Work order
Records follow. Select each line holding "Left".

START Listed records

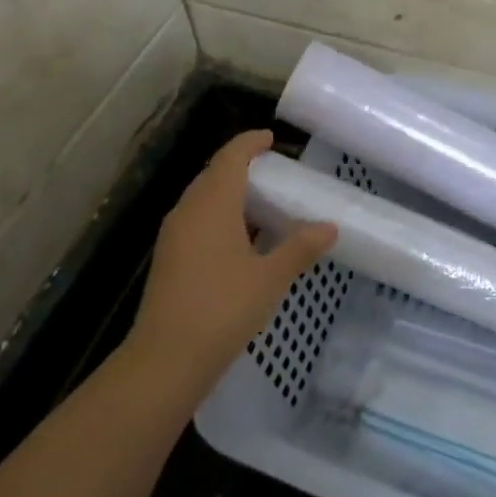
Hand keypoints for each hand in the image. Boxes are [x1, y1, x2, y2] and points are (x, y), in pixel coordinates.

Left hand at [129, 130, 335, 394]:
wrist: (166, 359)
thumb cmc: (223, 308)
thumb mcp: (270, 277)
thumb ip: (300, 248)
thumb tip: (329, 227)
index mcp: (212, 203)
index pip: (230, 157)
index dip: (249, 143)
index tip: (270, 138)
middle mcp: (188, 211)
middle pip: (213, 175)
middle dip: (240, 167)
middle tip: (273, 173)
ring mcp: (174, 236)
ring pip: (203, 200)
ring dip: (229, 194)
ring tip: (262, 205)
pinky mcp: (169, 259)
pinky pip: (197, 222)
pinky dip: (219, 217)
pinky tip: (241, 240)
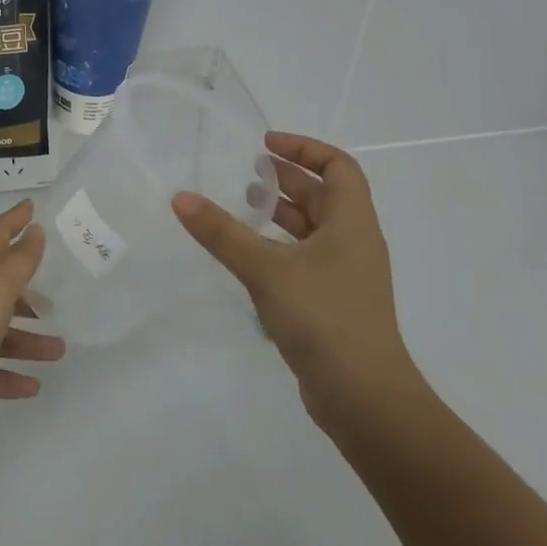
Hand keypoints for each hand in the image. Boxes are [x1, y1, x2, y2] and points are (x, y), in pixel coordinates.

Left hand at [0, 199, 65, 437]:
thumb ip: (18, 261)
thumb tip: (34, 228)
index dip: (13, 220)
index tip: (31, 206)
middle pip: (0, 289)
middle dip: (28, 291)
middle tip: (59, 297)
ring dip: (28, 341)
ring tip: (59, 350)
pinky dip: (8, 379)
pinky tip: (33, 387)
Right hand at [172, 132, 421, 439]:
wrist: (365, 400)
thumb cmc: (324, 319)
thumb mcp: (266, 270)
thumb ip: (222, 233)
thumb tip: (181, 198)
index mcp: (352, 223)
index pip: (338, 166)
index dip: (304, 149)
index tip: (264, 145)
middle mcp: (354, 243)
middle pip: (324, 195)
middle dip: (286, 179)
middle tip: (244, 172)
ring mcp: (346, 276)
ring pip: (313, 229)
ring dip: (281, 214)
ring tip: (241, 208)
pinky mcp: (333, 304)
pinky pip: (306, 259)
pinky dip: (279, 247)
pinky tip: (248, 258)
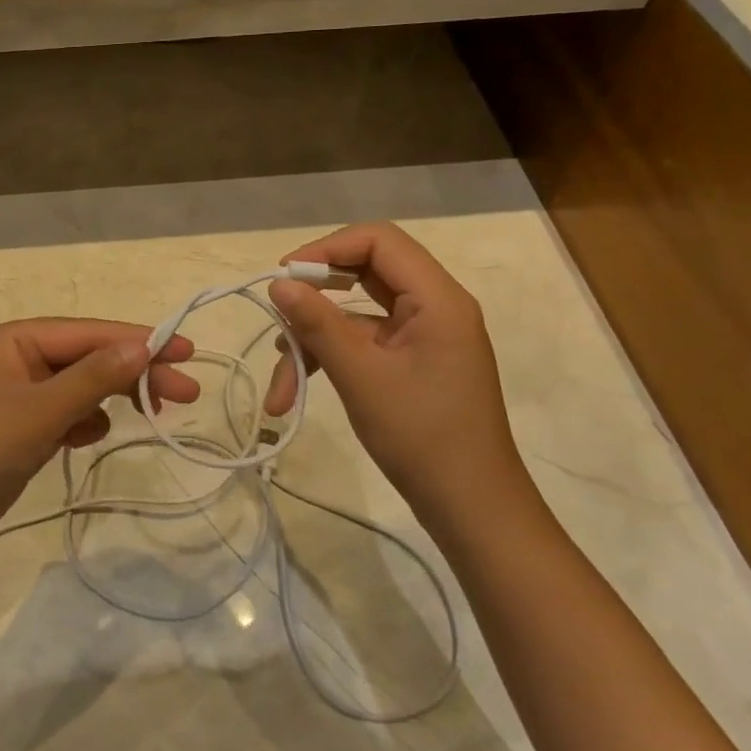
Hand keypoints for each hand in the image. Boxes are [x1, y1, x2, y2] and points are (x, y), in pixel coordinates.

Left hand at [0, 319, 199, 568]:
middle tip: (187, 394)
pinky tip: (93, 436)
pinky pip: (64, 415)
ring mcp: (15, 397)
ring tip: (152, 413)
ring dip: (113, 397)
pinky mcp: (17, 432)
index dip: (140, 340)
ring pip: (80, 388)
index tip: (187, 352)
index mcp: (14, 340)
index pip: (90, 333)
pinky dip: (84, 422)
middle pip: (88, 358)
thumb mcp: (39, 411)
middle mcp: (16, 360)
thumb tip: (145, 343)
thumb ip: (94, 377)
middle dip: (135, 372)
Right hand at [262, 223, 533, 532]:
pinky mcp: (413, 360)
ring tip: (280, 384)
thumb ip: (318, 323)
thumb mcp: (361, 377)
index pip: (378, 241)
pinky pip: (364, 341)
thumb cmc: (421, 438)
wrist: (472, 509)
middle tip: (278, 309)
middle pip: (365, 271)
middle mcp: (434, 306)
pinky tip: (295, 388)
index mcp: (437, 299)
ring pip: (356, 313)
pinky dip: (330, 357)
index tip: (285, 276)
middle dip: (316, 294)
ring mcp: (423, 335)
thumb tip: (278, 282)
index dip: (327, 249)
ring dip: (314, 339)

END Listed records

Completed exercise
Left hand at [129, 130, 335, 394]:
Left hand at [0, 199, 65, 437]:
Left hand at [0, 319, 199, 568]:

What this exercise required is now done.